I would certainly rule out the traditional sturdy red wines of the Valencia region, but not lighter, freshly fragrant, low-tannin reds, especially Garnacha from high-altitude vineyards made without oak influence in regions such as southwest Catalonia’s Terra Alta, the Sierra de Gredos in west central Spain, and Calatayud and Cariñena in Aragón. El Garbi Tinto from Terra Alta is just such a wine. Another is J Navascués Cutio Garnacha Cariñena 2020 (only 15 percent of the latter variety): It may seem a touch fruity for fideuà, but its peppery, mineral balance carries if off—and it’s remarkable value from a top winemaker with which to test a red wine pairing.
Beyond Spain, red wine possibilities include Etna Rosso, Sicily’s Cerasuolo di Vittoria, Nebbiolos from Alto Piemonte and Langhe, reds from Itata in Chile, or Thymiopoulos Earth and Sky Naoussa.
But this is not a hard sell for red wine. Nor is it a particularly hard-sell for white wine, or not, at least, for whites which would normally be a shoo-in with many fish and seafood dishes. Chablis, for example, tends to be a little diminished by fideuà and I don’t find that young, high acid, aromatic whites such as Sauvignon Blanc and Riesling are sympathetic. Lees-aged Albariño and Godello are more so, but Garnacha Blanca can be better again, particularly from high altitudes and often involving old vines and lees stirring. To suggest two: El Garbi Blanco and Herència Altés Garnatxa Blanca, both from Terra Alta. I would expect white Priorat to work similarly.
I am not wedded to the idea of old vines only, but the theme does continue elsewhere in Grenache Gris from Roussillon, Chenin Blanc from South Africa, and lees-enriched Santorini Assyrtiko, all of which can pair seamlessly with fideuà; in the case of Chenin, a wine such as Kaapzicht Estate Old Vine Certified Chenin Blanc.
Perhaps I have left the best until last, but the other whites that have an affinity with the richness of flavour of fideuà are skin-contact wines, including from the Valencia region and often (you will not be surprised to hear) old vines, and also amphorae.
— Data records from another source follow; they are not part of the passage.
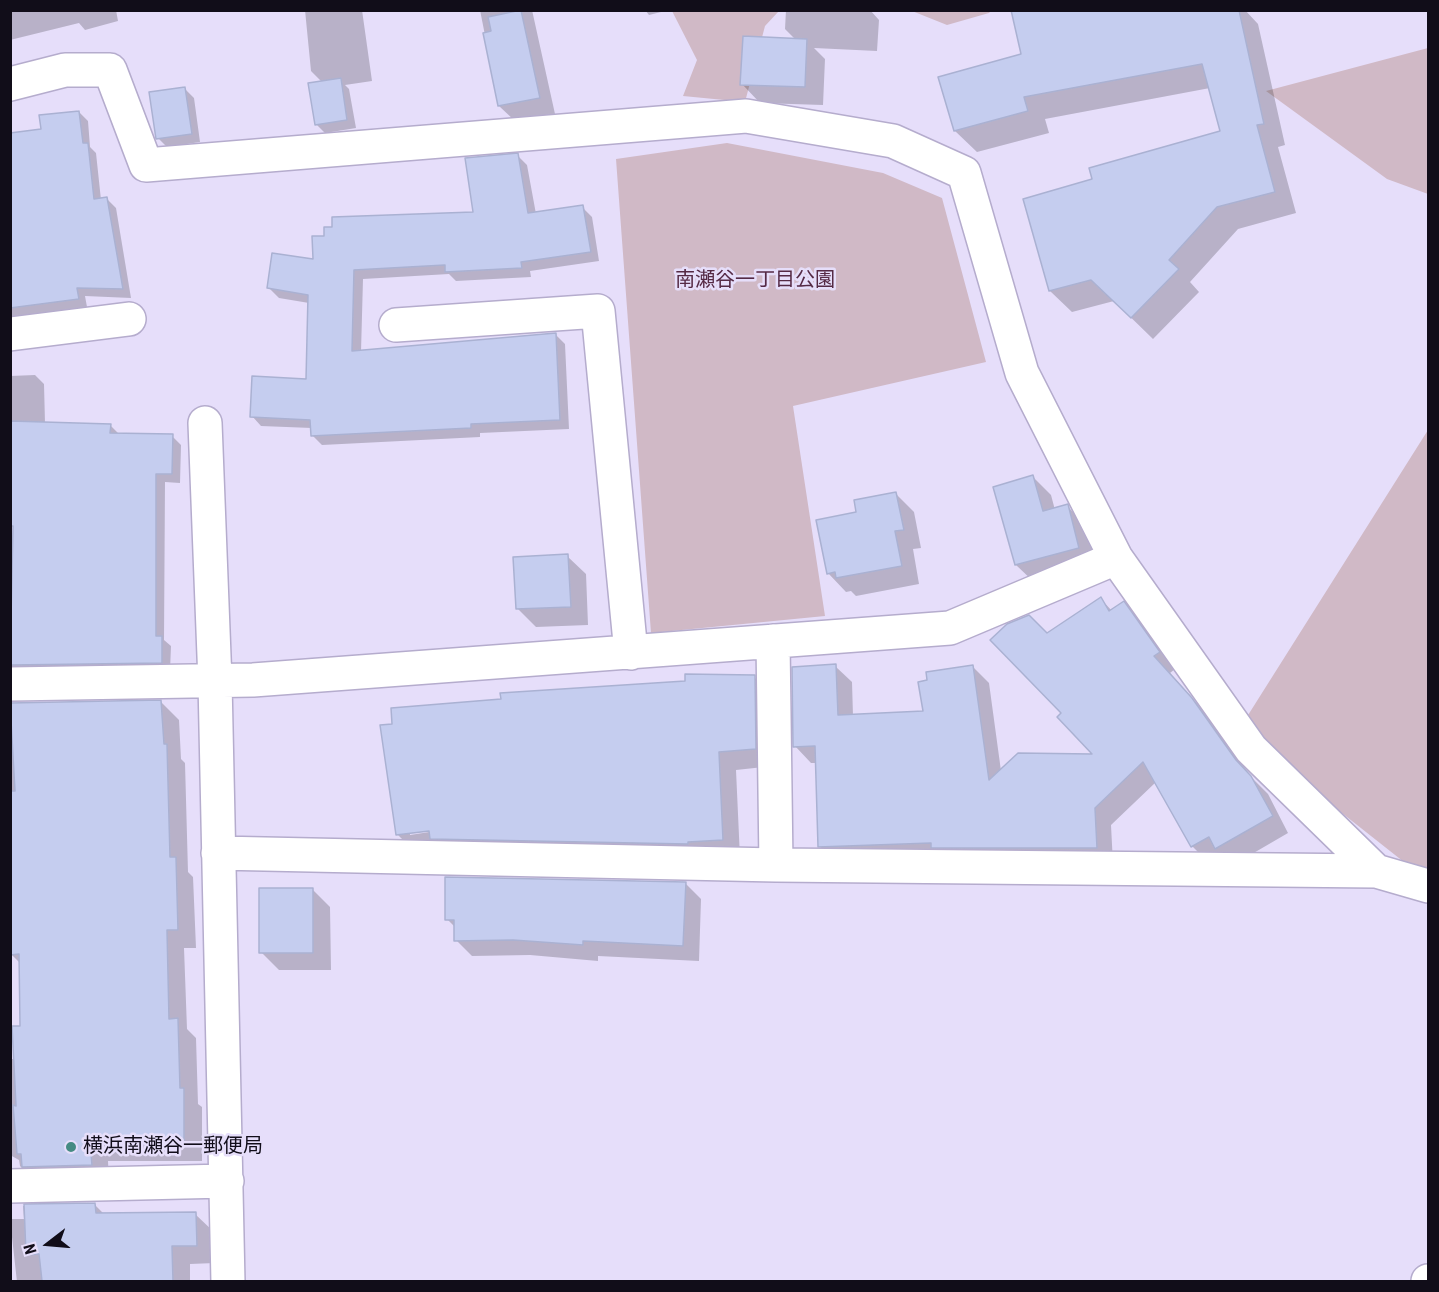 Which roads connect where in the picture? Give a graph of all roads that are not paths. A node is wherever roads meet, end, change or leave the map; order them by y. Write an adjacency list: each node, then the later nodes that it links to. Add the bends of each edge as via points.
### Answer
1 (10, 84): 6 (street, via 65,70 110,70 146,165 746,116 893,141 964,172 1022,373)
2 (129, 319): 4 (street)
3 (396, 325): 8 (street, via 598,311)
4 (10, 334)
5 (205, 423): 9 (street)
6 (1116, 558): 7 (street, via 950,628); 13 (street, via 1251,749)
7 (773, 640): 8 (street); 12 (street)
8 (631, 653): 9 (street)
9 (215, 682): 10 (street); 11 (street)
10 (10, 684)
11 (218, 853): 12 (street); 15 (street)
12 (776, 865): 13 (street)
13 (1376, 871): 14 (street)
14 (1428, 886)
15 (227, 1181): 16 (street); 17 (street)
16 (10, 1186)
17 (228, 1281)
One of the most appealing I tasted last year was Pepe Mendoza’s amphorae-fermented Pureza Moscatel 2021 from Alicante. Moscatel might sound too floral and fruity for fideuà, but Pureza has gentle chewiness and grip, peppery spice, salty tension and citrus-zest acidity complementing the orange blossom and grapey aromatics. Another skin-contact white that goes notably well with complex fish dishes is the new Castello di Brolio Sanbarnaba 2020, a Toscana Bianco made from mature Trebbiano vines (previewed in the next issue, 83, of WFW).